Home Microsoft Tries to Position Azure as Cloud Option of Choice for Mobile Devs

Microsoft Tries to Position Azure as Cloud Option of Choice for Mobile Devs

Microsoft is positioning its cloud offering, Azure, to be the go-to resource for mobile application development. Yesterday, Microsoft released brand new software developer kits for Android, iOS and Windows Phone to integrate Azure as the primary cloud computing back end for creating apps. With Microsoft’s Azure push, what does that mean for other backend services that are just getting off the ground?

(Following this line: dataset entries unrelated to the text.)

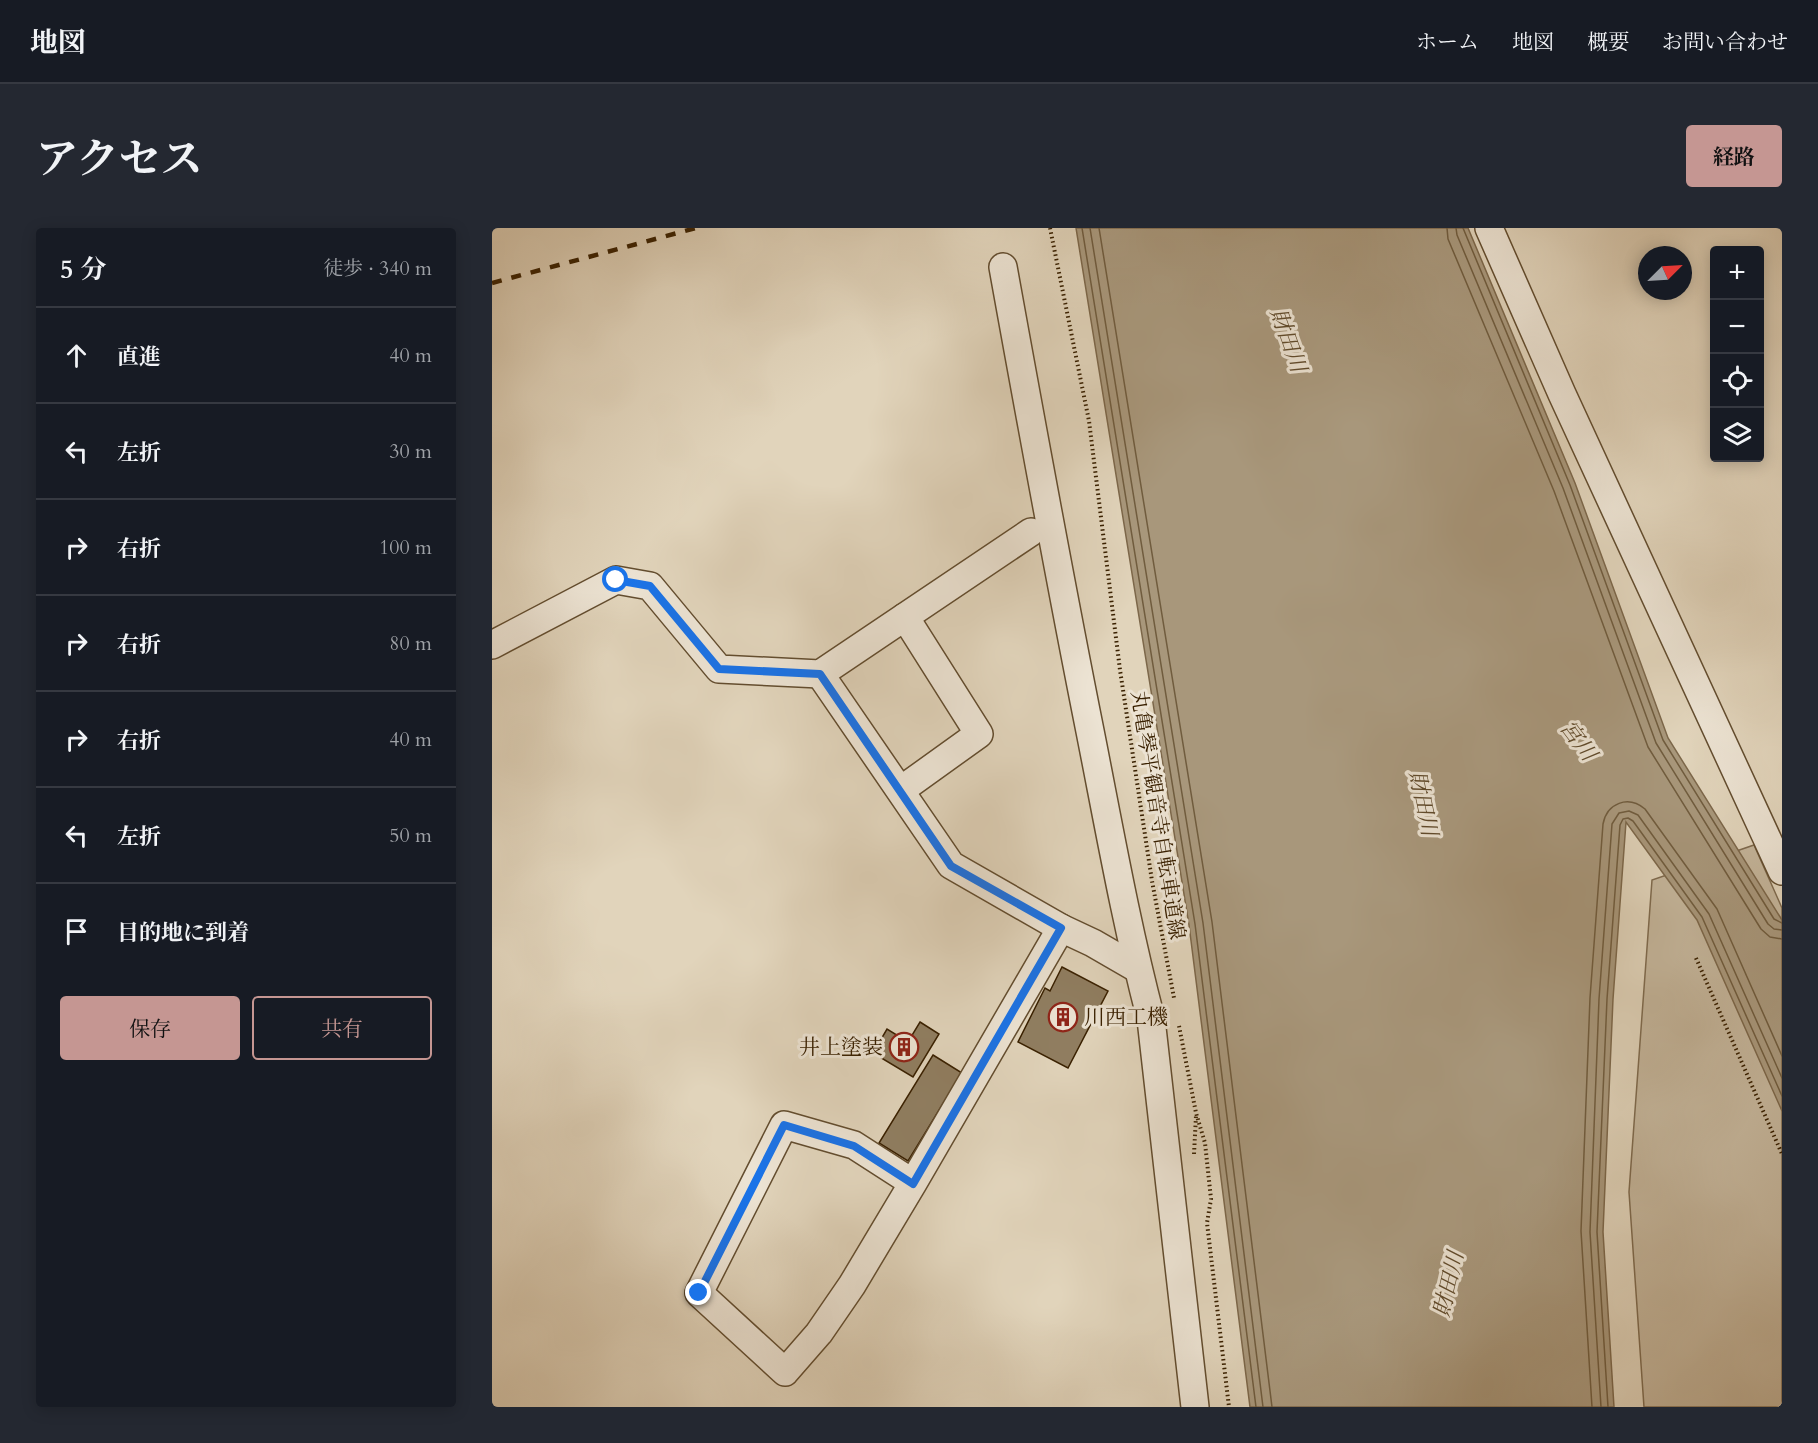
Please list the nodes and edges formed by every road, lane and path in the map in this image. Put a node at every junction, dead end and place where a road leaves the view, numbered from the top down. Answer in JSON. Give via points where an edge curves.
{"nodes":[{"id":1,"x":1050,"y":228,"type":"edge"},
{"id":2,"x":1489,"y":228,"type":"edge"},
{"id":3,"x":1003,"y":267,"type":"dead end"},
{"id":4,"x":1031,"y":532,"type":"dead end"},
{"id":5,"x":905,"y":618,"type":"junction"},
{"id":6,"x":492,"y":645,"type":"edge"},
{"id":7,"x":820,"y":674,"type":"junction"},
{"id":8,"x":901,"y":790,"type":"junction"},
{"id":9,"x":1782,"y":871,"type":"edge"},
{"id":10,"x":1061,"y":928,"type":"junction"},
{"id":11,"x":1696,"y":958,"type":"dead end"},
{"id":12,"x":1138,"y":969,"type":"junction"},
{"id":13,"x":1176,"y":1008,"type":"dead end"},
{"id":14,"x":1178,"y":1020,"type":"dead end"},
{"id":15,"x":1782,"y":1154,"type":"edge"},
{"id":16,"x":913,"y":1184,"type":"junction"},
{"id":17,"x":1195,"y":1407,"type":"edge"},
{"id":18,"x":1229,"y":1407,"type":"edge"}],
"edges":[{"from":1,"to":13,"type":"path","name":"丸亀琴平観音寺自転車道線","via":[[1089,421],[1120,670]]},
{"from":2,"to":9,"type":"street"},
{"from":3,"to":12,"type":"street"},
{"from":4,"to":5,"type":"street"},
{"from":5,"to":7,"type":"street"},
{"from":5,"to":8,"type":"street","via":[[979,734]]},
{"from":6,"to":7,"type":"street","via":[[616,580],[650,586],[719,669]]},
{"from":7,"to":8,"type":"street"},
{"from":8,"to":10,"type":"street","via":[[951,866]]},
{"from":10,"to":12,"type":"street"},
{"from":10,"to":16,"type":"street"},
{"from":11,"to":15,"type":"path"},
{"from":12,"to":17,"type":"street","via":[[1151,1019]]},
{"from":14,"to":18,"type":"path","via":[[1205,1143],[1211,1199],[1207,1223]]},
{"from":16,"to":16,"type":"street","via":[[852,1285],[785,1372],[699,1293],[784,1125],[854,1146]]}]}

Microsoft sites American Airlines as a company using Azure toolkits to push real-time flight status, gate change and baggage claim notifications. Push notifications and other functions are often difficult for developers to integrate and services are lining up to help developers provide those capabilities.

“It’s my belief that cloud computing provides a significant opportunity for mobile device developers, as it gives you the ability to write applications that target the same services and capabilities regardless of the device platform,” wrote Wade Wegner, Microsoft’s Azure evangelist.

The Azure toolkit for Android allows developers to work in Eclipse and contains “cloud ready packages for devices” that contain a set of pre-built services to deploy to Azure.

The Windows Phone toolkit has been released as version 1.3 and supports SQL as a membership provider and a data source through an OData service.

The Azure iOS update mainly fixes bugs and restructures the project. Memory leaks through Azure have been fixed as well as the Github repository.

When big companies like Microsoft, Google and Amazon move, startups in the space have to be wary. There have been a multitude of backend services crop up over, Like Parse, StackMob, Kinvey (among others) the last several months and Microsoft’s additional SDKs and Azure support could threaten some of their livelihoods.

One backend services startup, Kinvey, sees Microsoft’s footsteps as a good thing for the industry vertical.

“It is a huge net plus,” said Sravish Sridhar, CEO and Founder of Kinvey, when asked about how Microsoft, Google, Amazon et al. affect the backend services startup community. “It grows awareness. Developers start to see their options for connecting to backend sources.”